Mara blinked several times before looking down at the soft feather Cofsi had placed in her hands. Its navy color immediately flooded her mind with images of the creature that lurked in the depths of the Sandwoods.

Her brows furrowed… Were her fingers turning black? She flipped her hand over, holding the feather tight, noticing how the redness from being burned by the mirror had darkened, the tips of it turning to coal and slowly smoking up her hand.

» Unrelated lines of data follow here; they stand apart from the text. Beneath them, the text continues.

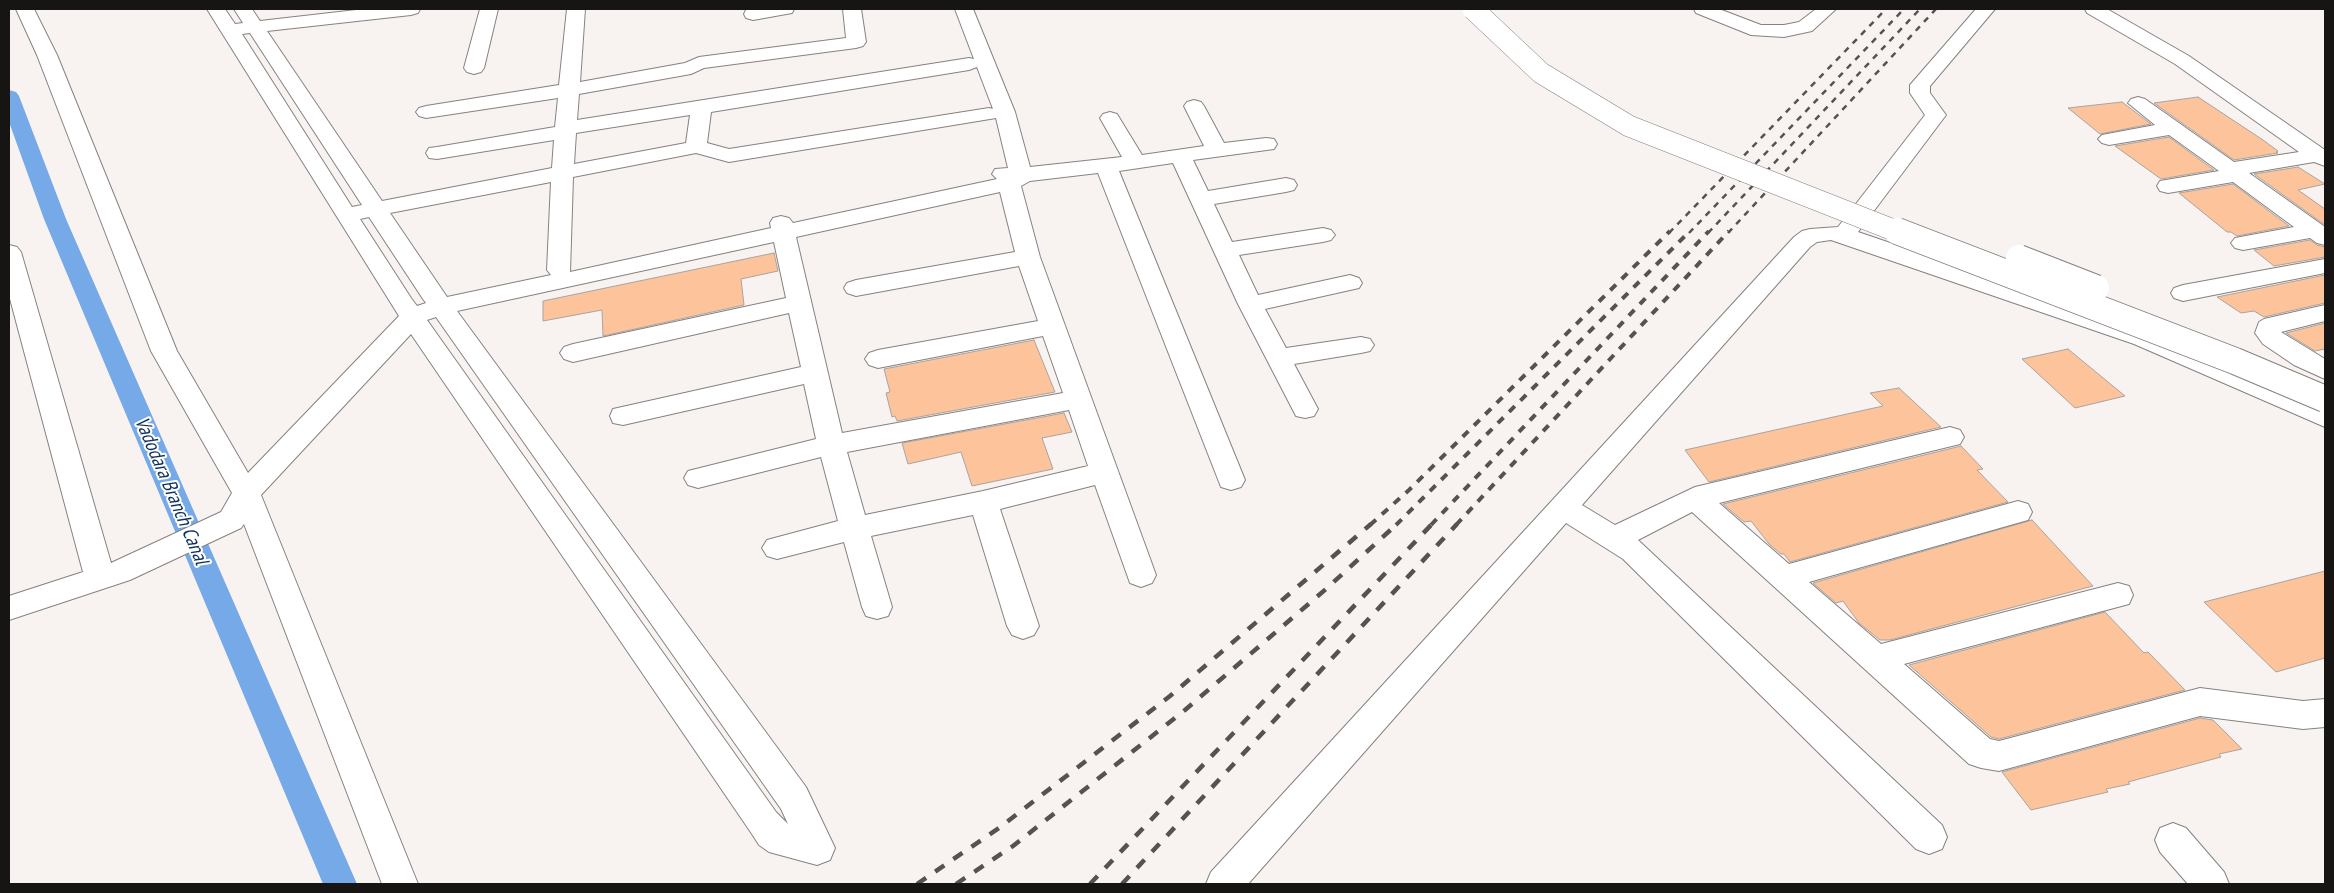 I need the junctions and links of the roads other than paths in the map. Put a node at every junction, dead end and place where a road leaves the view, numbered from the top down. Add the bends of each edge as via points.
1 (25, 9) edge
2 (367, 9) edge
3 (412, 9) edge
4 (489, 9) edge
5 (576, 9) edge
6 (786, 9) edge
7 (852, 9) edge
8 (947, 9) edge
9 (964, 9) edge
10 (1473, 9) edge
11 (1495, 9) edge
12 (1703, 9) edge
13 (1827, 9) edge
14 (1986, 9) edge
15 (2094, 9) edge
16 (753, 14) dead end
17 (250, 20) edge
18 (225, 22) edge
19 (969, 64) junction
20 (474, 68) dead end
21 (569, 90) junction
22 (2138, 103) dead end
23 (1194, 106) dead end
24 (701, 107) junction
25 (426, 112) dead end
26 (988, 114) junction
27 (1110, 118) dead end
28 (2173, 128) junction
29 (565, 130) junction
30 (2109, 139) dead end
31 (1266, 144) dead end
32 (696, 147) junction
33 (1217, 151) junction
34 (437, 153) dead end
35 (1180, 156) junction
36 (2321, 158) edge
37 (1135, 162) junction
38 (1106, 166) junction
39 (2233, 172) junction
40 (562, 173) junction
41 (1009, 177) junction
42 (1286, 185) dead end
43 (2168, 186) dead end
44 (1200, 199) junction
45 (375, 207) junction
46 (346, 215) junction
47 (782, 228) junction
48 (2320, 234) edge
49 (1323, 235) dead end
50 (1844, 235) junction
51 (2243, 243) dead end
52 (1224, 250) junction
53 (9, 252) edge
54 (1028, 257) junction
55 (2325, 266) edge
56 (559, 270) junction
57 (1350, 283) dead end
58 (856, 288) dead end
59 (2183, 293) dead end
60 (437, 300) junction
61 (800, 304) junction
62 (1250, 304) junction
63 (407, 310) junction
64 (2325, 313) edge
65 (1053, 326) junction
66 (1361, 345) dead end
67 (573, 353) dead end
68 (1278, 358) junction
69 (878, 360) dead end
70 (2325, 370) edge
71 (815, 373) junction
72 (2325, 381) edge
73 (1079, 399) junction
74 (2325, 399) edge
75 (1305, 409) dead end
76 (623, 416) dead end
77 (2325, 418) edge
78 (1950, 437) dead end
79 (831, 445) junction
80 (1104, 472) junction
81 (698, 478) dead end
82 (1231, 480) dead end
83 (246, 493) junction
84 (1695, 498) junction
85 (984, 502) junction
86 (1563, 507) junction
87 (2018, 512) dead end
88 (855, 528) junction
89 (1614, 539) junction
90 (777, 548) dead end
91 (110, 575) junction
92 (1141, 575) dead end
93 (1782, 576) junction
94 (2118, 595) dead end
95 (878, 607) dead end
96 (9, 608) edge
97 (1023, 626) dead end
98 (1874, 659) junction
99 (2325, 713) edge
100 (1929, 837) dead end
101 (2173, 840) dead end
102 (400, 884) edge
103 (1224, 884) edge
104 (2210, 884) edge

1 - 83 street via 47,56 164,351
2 - 17 street
3 - 17 street
4 - 20 street
5 - 21 street
6 - 16 street
7 - 21 street via 856,42 699,63 692,68
8 - 19 street
9 - 41 street via 1005,112
10 - 74 street, bridge via 1541,73 1629,126 2235,361
11 - 72 street, bridge via 1574,78 1630,109 1698,140 2058,272
12 - 13 street via 1758,31 1784,32 1806,27
14 - 50 street via 1920,84 1920,93 1936,114
15 - 36 street via 2182,60
17 - 18 street
17 - 45 street
18 - 46 street
19 - 24 street
19 - 26 street
21 - 25 street
21 - 29 street
22 - 28 street
23 - 33 street
24 - 29 street
24 - 32 street
26 - 32 street via 729,156
26 - 41 street via 1002,166
27 - 37 street
28 - 30 street
28 - 39 street
29 - 34 street
29 - 40 street
31 - 33 street
32 - 40 street
33 - 35 street
35 - 37 street
35 - 44 street
36 - 39 street
37 - 38 street
38 - 41 street
38 - 82 street
39 - 43 street
39 - 48 street
40 - 45 street
40 - 56 street
41 - 47 street
41 - 54 street
42 - 44 street
44 - 52 street
45 - 46 street
45 - 60 street
46 - 63 street
47 - 56 street
47 - 60 street
47 - 61 street
48 - 51 street
49 - 52 street
50 - 77 street via 2143,338
50 - 86 street via 1819,233 1802,242
52 - 62 street
53 - 91 street
54 - 58 street
54 - 65 street
55 - 59 street
56 - 60 street
57 - 62 street
60 - 63 street
60 - 63 street via 794,798 817,848 782,840 764,823
61 - 67 street
61 - 71 street
62 - 68 street
63 - 83 street
64 - 70 street via 2273,325 2268,332 2303,359
65 - 69 street
65 - 73 street
66 - 68 street
68 - 75 street
71 - 76 street
71 - 79 street
73 - 79 street
73 - 80 street
78 - 84 street
79 - 81 street
79 - 88 street
80 - 85 street
80 - 92 street
83 - 91 street via 232,520
83 - 102 street
84 - 89 street
84 - 93 street
85 - 88 street
85 - 97 street
86 - 89 street
86 - 103 street
87 - 93 street
88 - 90 street
88 - 95 street
89 - 100 street via 1633,551
91 - 96 street
93 - 98 street
94 - 98 street
98 - 99 street via 1972,747 1990,756 2200,702 2303,715
101 - 104 street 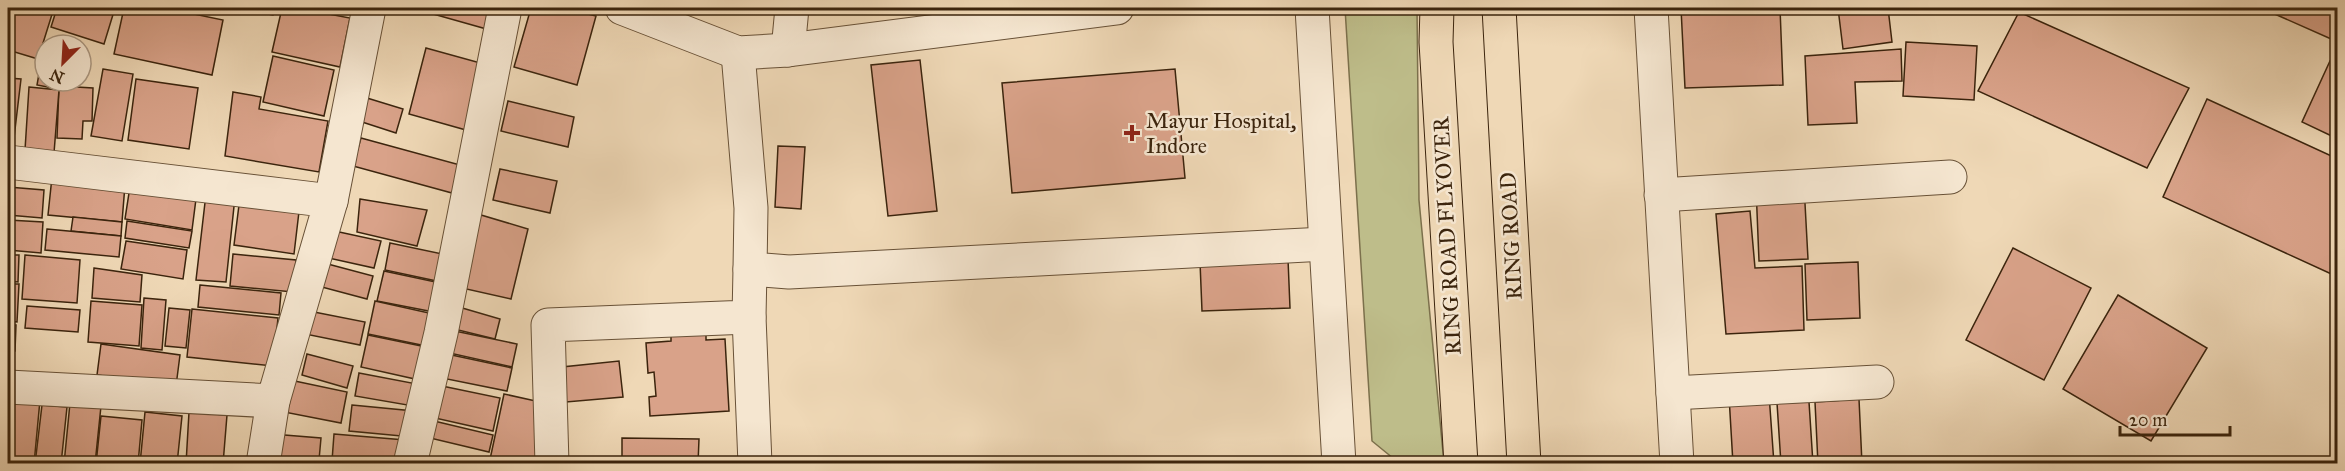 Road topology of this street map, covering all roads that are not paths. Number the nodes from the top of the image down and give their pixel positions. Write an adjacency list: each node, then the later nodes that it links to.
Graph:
1 (369, 8): 15 (street)
2 (505, 8): 24 (street)
3 (622, 8): 11 (street)
4 (792, 8): 10 (street)
5 (1118, 8): 10 (street)
6 (1312, 8): 16 (street)
7 (1437, 8): 28 (main road, RING ROAD FLYOVER)
8 (1499, 8): 29 (main road, RING ROAD)
9 (1651, 8): 14 (street)
10 (788, 50): 11 (street)
11 (738, 53): 17 (street)
12 (8, 162): 15 (street)
13 (1950, 177): 14 (street)
14 (1661, 195): 21 (street)
15 (331, 201): 22 (street)
16 (1326, 244): 17 (street); 27 (street)
17 (750, 269): 18 (street)
18 (748, 317): 25 (street); 26 (street)
19 (1877, 382): 21 (street)
20 (8, 387): 22 (street)
21 (1673, 393): 30 (street)
22 (273, 401): 23 (street)
23 (263, 464)
24 (410, 464)
25 (552, 464)
26 (755, 464)
27 (1339, 464)
28 (1461, 464)
29 (1524, 464)
30 (1677, 464)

Evrardin strolled into her space, and she quickly shoved the feather and her hand into the skirt of her dress.

“What did the Dusk Lord want?” he asked in spite.

“He was just making sure I was comfortable here.”

Evrardin scoffed, following Mara as she shoved past him and out to one of the desks in

the open hall. “Then why are your cheeks so red?”

Mara shied away from him, pretending to analyze the stack of books she set down. “It’s warm in here, is all.”

Anger flashed in the captain’s eyes. “Being alone with a man in the dark shadows of the library isn’t very proper,” he grumbled.

“Oh, but it’s okay when it happens with you?” Mara’s skin prickled at the memory. At the way the captain had almost kissed her in these very shadows.

“I’m your ward.”

“It’s really none of your concern what Lord Cofsi wanted with me. If he wished for you to know, he would have told you.” The warning not to trust Evrardin repeated inside her several times.

“Everything you do is my concern,” he growled.

Mara swallowed hard. She knew he only meant he was her warden because the prince commanded it, but his words still made her shiver.

“I wish to go back to my chambers,” she said in a frail lilt.

Evrardin scoffed as if he was still angry at her for more than just the present conversation. “Of course. Whatever the princess commands.”

She gritted the ivory of her teeth together, pausing, her back to Evrardin. “I hate when you do that, you know.” He was silent as she looked over her shoulder. “I do not wish to command you, Evrardin.”

He brought her to her rooms in barbed silence, and she hoped his attitude wouldn’t be so foul when she was to meet him later that night for training.